[Dataset records]
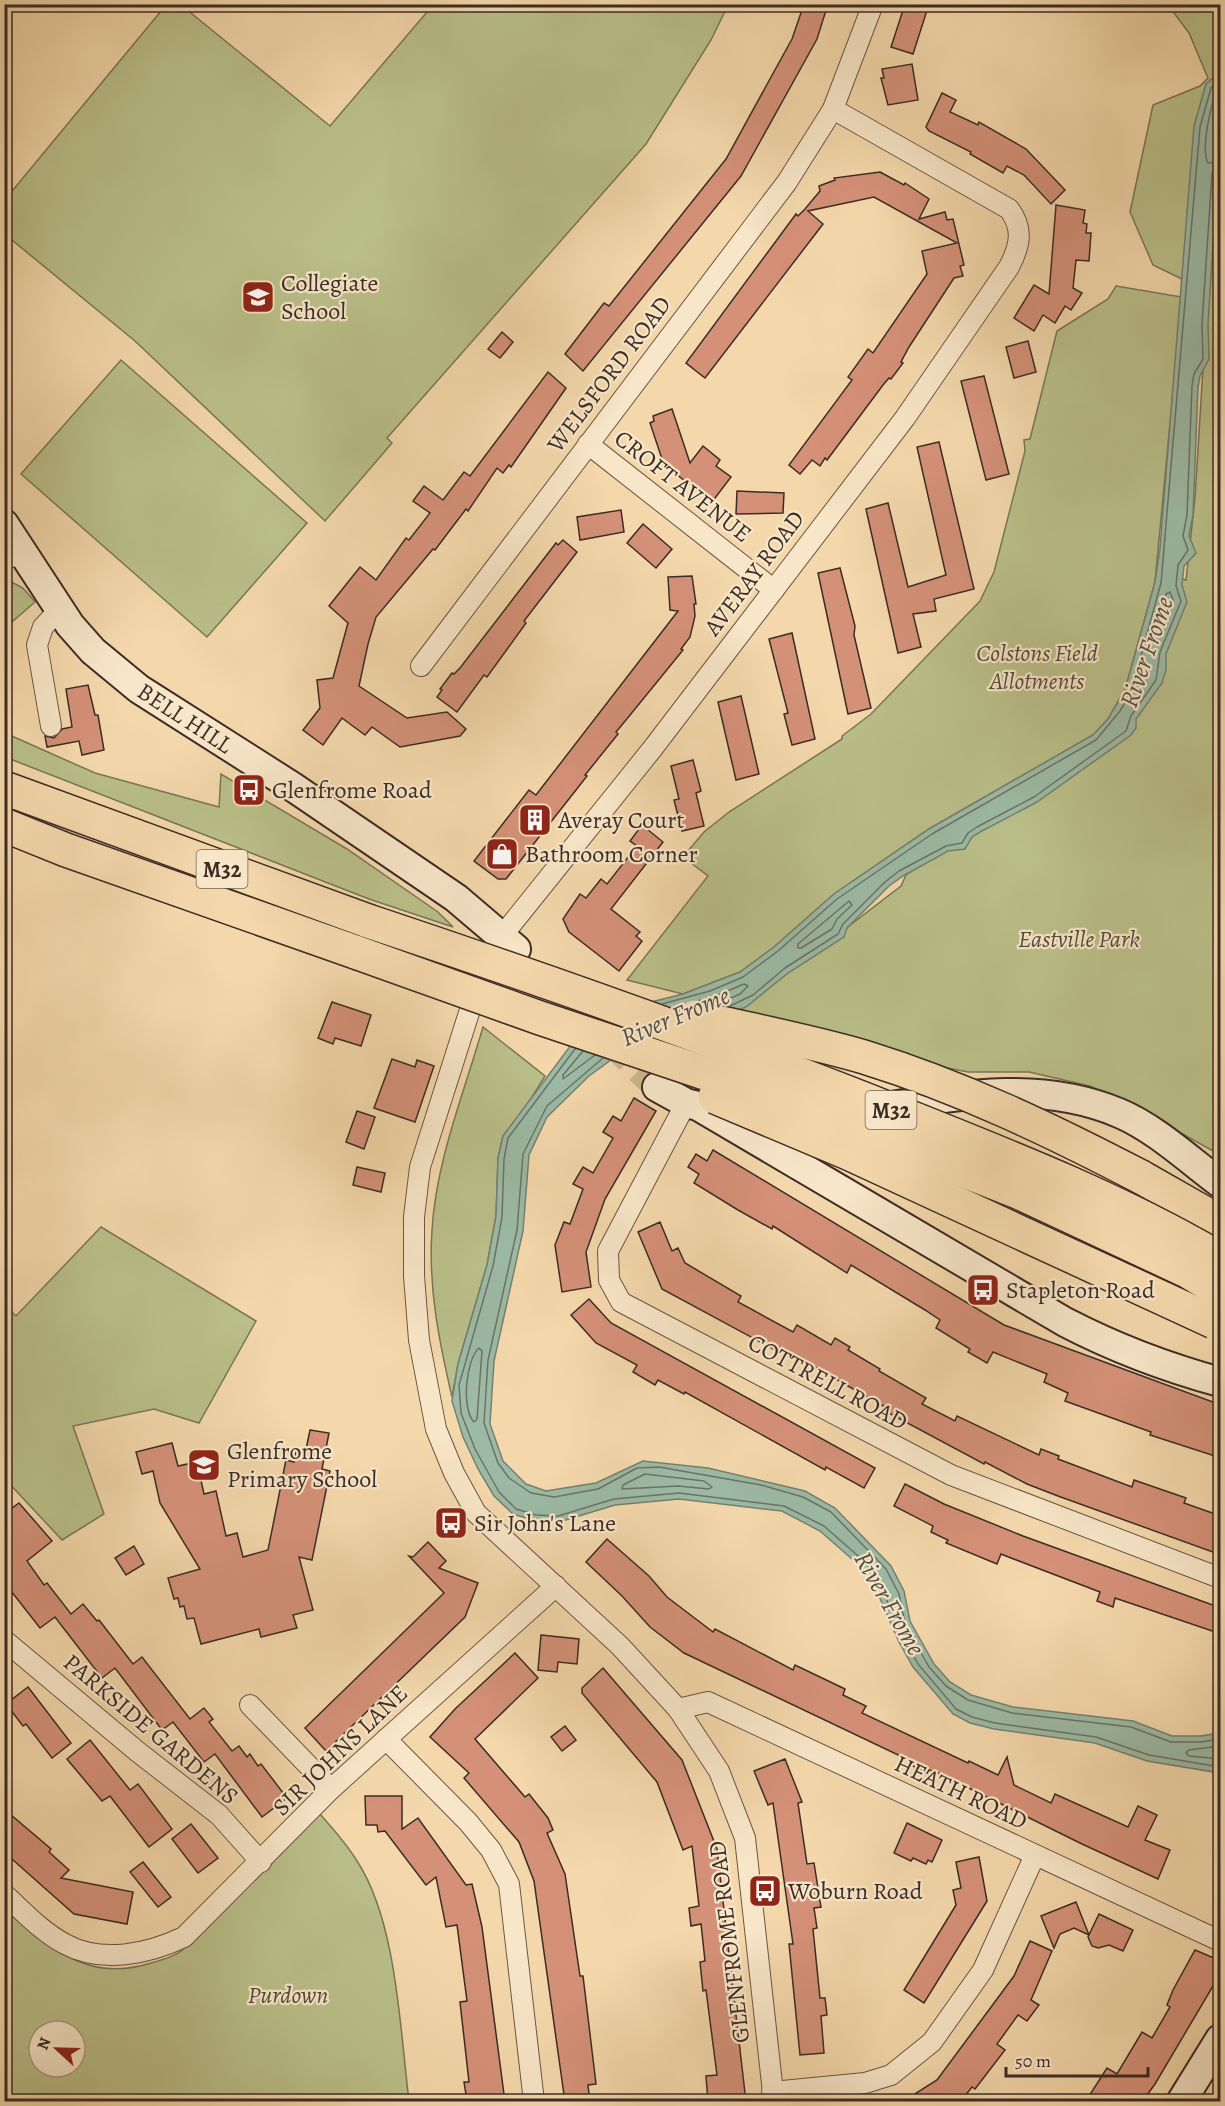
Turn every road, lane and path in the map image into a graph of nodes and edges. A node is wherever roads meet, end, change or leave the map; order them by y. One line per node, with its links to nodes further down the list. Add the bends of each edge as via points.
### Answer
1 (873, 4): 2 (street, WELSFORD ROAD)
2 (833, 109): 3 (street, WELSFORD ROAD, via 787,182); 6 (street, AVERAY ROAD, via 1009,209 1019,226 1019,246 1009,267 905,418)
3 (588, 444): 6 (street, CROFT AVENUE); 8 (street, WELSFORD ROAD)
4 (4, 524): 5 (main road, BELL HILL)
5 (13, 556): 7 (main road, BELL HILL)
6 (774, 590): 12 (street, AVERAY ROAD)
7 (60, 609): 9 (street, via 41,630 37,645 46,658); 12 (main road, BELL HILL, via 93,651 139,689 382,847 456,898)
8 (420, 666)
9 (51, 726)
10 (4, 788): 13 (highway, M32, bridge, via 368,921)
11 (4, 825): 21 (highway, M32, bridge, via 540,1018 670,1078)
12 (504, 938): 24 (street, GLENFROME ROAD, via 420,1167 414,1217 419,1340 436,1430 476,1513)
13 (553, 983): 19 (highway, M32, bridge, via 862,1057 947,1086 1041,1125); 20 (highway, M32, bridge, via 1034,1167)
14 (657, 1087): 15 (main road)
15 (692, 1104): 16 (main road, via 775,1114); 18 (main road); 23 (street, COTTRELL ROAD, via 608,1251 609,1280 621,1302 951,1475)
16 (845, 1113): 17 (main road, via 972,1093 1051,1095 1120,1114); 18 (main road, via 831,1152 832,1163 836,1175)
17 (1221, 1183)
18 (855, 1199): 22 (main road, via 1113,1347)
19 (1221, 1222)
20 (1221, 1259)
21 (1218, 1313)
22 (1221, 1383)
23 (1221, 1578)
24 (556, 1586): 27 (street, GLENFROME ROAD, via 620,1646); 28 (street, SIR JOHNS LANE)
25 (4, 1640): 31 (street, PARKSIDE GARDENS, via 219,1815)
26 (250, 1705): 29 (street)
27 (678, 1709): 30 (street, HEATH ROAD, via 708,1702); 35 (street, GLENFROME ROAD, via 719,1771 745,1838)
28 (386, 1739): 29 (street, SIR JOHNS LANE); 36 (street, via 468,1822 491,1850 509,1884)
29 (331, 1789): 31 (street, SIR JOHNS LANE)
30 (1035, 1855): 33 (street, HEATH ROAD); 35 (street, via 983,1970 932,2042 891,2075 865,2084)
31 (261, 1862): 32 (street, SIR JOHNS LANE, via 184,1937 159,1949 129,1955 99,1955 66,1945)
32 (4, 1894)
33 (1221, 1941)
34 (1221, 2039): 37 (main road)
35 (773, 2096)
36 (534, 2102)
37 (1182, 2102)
==
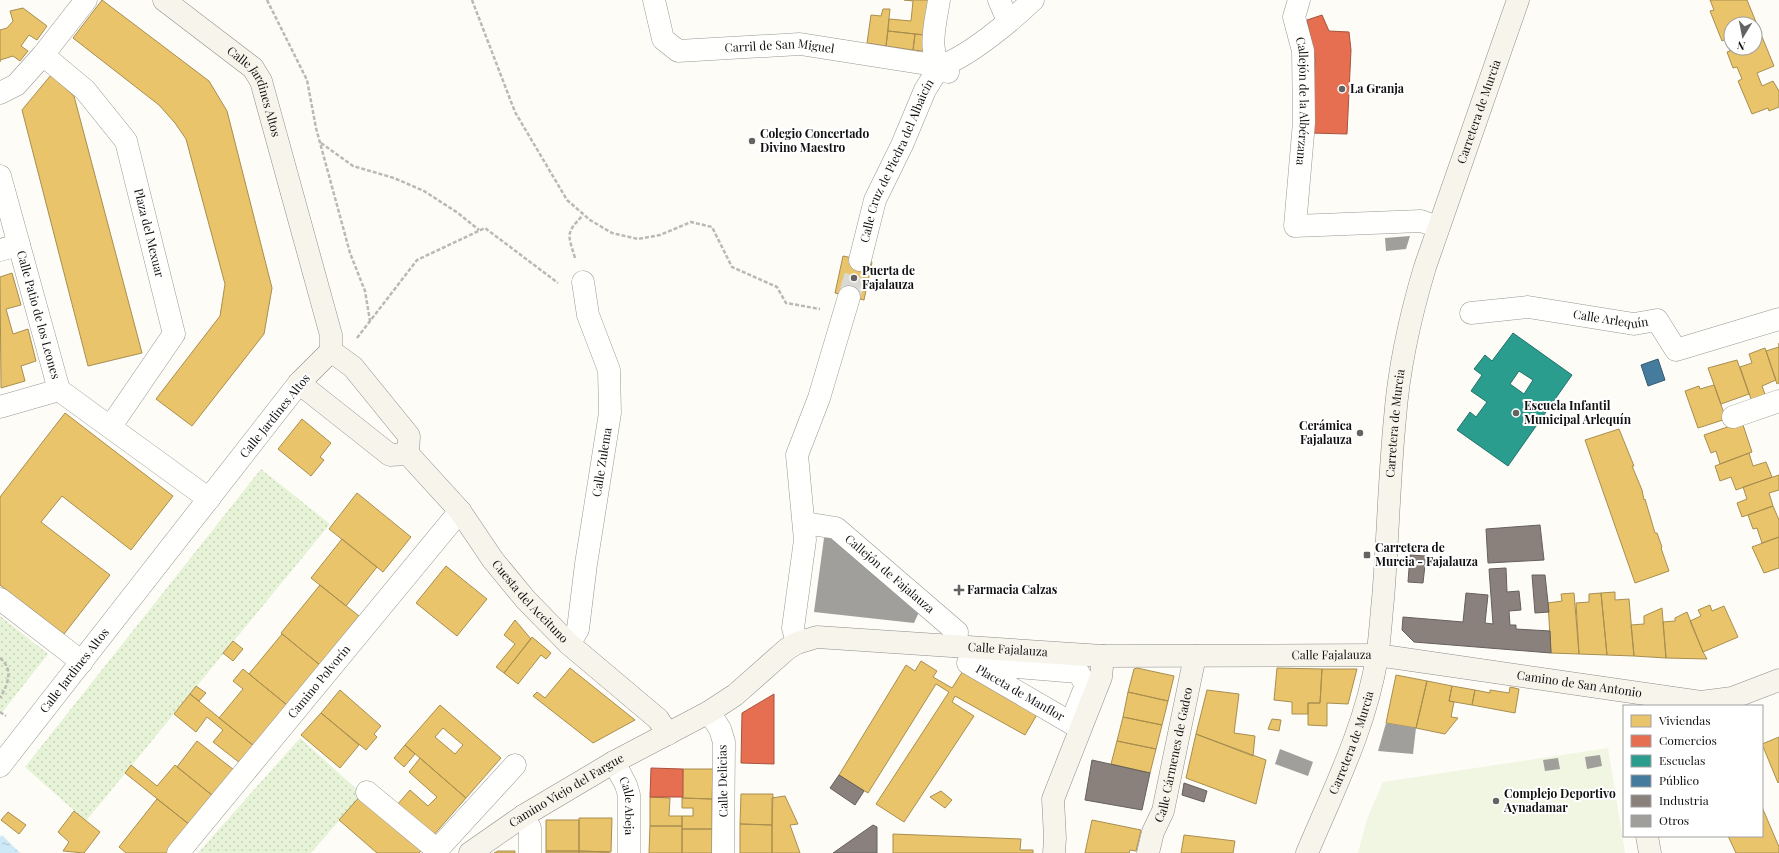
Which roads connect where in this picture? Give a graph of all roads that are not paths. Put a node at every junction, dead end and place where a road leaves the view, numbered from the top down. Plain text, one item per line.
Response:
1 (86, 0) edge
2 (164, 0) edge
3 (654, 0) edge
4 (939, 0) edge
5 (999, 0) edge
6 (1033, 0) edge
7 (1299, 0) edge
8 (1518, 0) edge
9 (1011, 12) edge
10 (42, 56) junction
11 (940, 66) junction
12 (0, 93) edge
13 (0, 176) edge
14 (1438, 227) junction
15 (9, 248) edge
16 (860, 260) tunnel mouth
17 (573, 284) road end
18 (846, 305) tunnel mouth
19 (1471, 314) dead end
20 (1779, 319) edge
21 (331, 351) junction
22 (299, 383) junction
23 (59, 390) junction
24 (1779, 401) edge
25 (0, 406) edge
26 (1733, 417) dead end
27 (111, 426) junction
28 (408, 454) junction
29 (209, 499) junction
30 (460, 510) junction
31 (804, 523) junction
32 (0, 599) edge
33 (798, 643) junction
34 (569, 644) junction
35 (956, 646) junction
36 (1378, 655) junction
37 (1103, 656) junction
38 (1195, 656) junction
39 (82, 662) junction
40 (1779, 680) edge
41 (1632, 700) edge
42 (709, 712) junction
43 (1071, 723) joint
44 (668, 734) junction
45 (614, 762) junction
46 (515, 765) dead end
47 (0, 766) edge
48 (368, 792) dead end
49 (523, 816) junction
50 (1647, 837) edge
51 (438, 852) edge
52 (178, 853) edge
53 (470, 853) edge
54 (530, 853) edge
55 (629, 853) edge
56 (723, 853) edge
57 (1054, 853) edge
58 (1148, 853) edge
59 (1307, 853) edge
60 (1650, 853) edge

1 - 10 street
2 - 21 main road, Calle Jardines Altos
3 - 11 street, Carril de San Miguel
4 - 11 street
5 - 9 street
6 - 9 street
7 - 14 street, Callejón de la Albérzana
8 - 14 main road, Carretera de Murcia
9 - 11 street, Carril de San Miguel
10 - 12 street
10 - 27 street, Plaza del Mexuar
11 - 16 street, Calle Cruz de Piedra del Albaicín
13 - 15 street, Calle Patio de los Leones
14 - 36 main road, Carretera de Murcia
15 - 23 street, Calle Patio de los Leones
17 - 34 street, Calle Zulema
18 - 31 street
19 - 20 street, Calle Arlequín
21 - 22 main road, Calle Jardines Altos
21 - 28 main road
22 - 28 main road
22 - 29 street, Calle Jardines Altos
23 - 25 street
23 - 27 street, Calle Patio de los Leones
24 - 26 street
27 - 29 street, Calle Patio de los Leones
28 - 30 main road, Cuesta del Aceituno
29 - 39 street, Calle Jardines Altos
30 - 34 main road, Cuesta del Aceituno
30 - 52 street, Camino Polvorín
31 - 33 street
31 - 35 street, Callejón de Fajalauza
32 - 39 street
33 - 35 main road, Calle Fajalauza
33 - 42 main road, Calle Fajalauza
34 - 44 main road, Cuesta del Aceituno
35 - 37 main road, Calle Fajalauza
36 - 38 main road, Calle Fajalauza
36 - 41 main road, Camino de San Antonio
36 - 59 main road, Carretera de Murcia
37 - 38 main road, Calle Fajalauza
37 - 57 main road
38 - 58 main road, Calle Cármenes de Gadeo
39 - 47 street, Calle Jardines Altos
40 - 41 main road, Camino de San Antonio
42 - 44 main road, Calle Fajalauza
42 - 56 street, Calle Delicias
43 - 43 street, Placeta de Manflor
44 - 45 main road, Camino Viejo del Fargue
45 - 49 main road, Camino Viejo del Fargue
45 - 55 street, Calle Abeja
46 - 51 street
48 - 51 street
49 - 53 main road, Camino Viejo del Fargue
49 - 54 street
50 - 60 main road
* * *
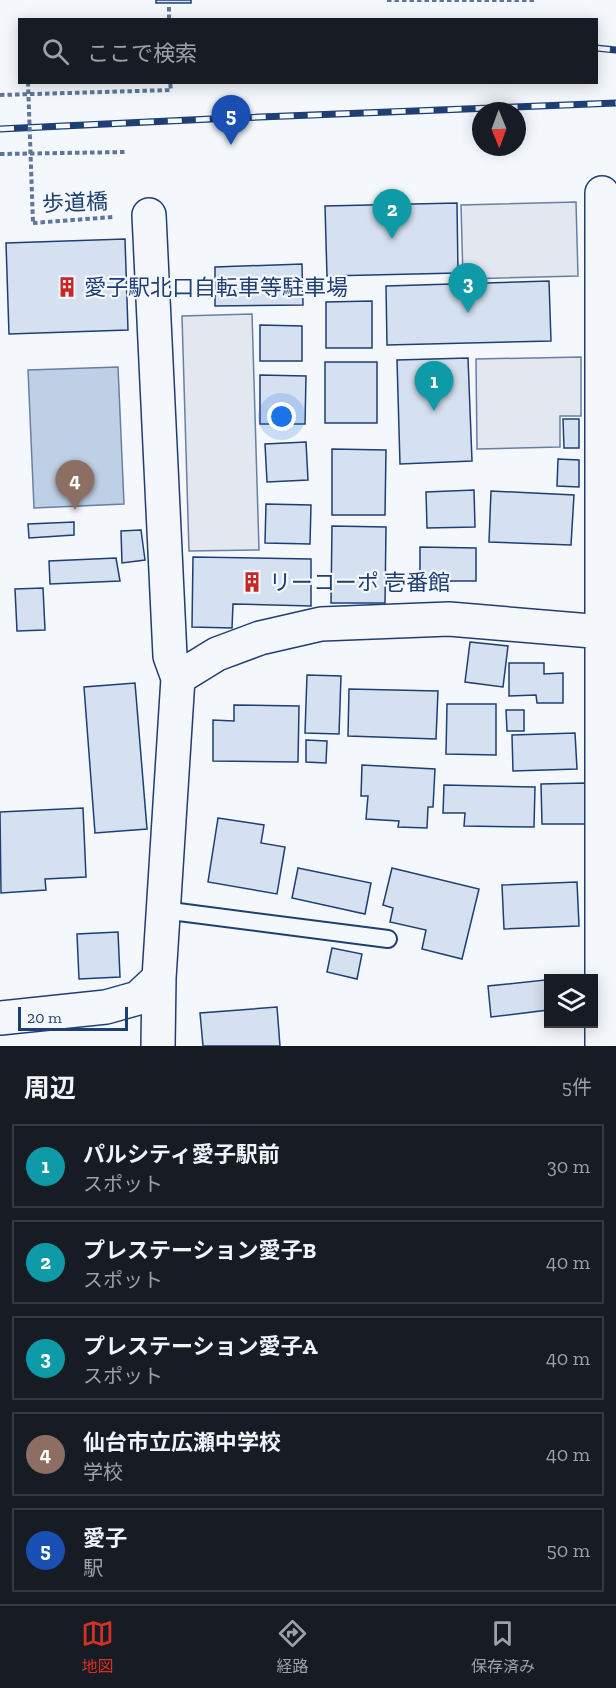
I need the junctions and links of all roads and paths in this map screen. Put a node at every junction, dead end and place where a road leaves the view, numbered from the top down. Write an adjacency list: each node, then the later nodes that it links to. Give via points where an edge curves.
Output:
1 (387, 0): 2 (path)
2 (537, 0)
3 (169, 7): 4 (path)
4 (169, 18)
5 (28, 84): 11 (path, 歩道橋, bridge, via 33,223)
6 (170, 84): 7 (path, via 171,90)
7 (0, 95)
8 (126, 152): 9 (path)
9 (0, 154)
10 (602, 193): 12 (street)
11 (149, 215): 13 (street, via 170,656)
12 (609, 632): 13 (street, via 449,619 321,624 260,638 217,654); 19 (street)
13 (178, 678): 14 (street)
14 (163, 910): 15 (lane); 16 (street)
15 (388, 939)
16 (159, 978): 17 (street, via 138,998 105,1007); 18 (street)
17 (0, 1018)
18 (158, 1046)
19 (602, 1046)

### TASK STATEMENT
Copy every line from the records that holds the string "node".

### OUTPUT FOR THIS TASK
Turn every road, lane and path in the map image into a graph of nodes and edges. A node is wherever roads meet, end, change or leave the map; order them by y. One line per node, with its links to nodes further down the list. Add the bends of each edge as via points.
Which roads connect where in this picture? Give a graph of all roads that are not paths. Put a node at every junction, dead end and place where a road leaves the view, numbered from the top down. Plain text, one item per line.
I need the junctions and links of all roads and paths in this map screen. Put a node at every junction, dead end and place where a road leaves the view, numbered from the top down. Write an adjacency list: each node, then the later nodes that it links to. Give via points where an edge curves.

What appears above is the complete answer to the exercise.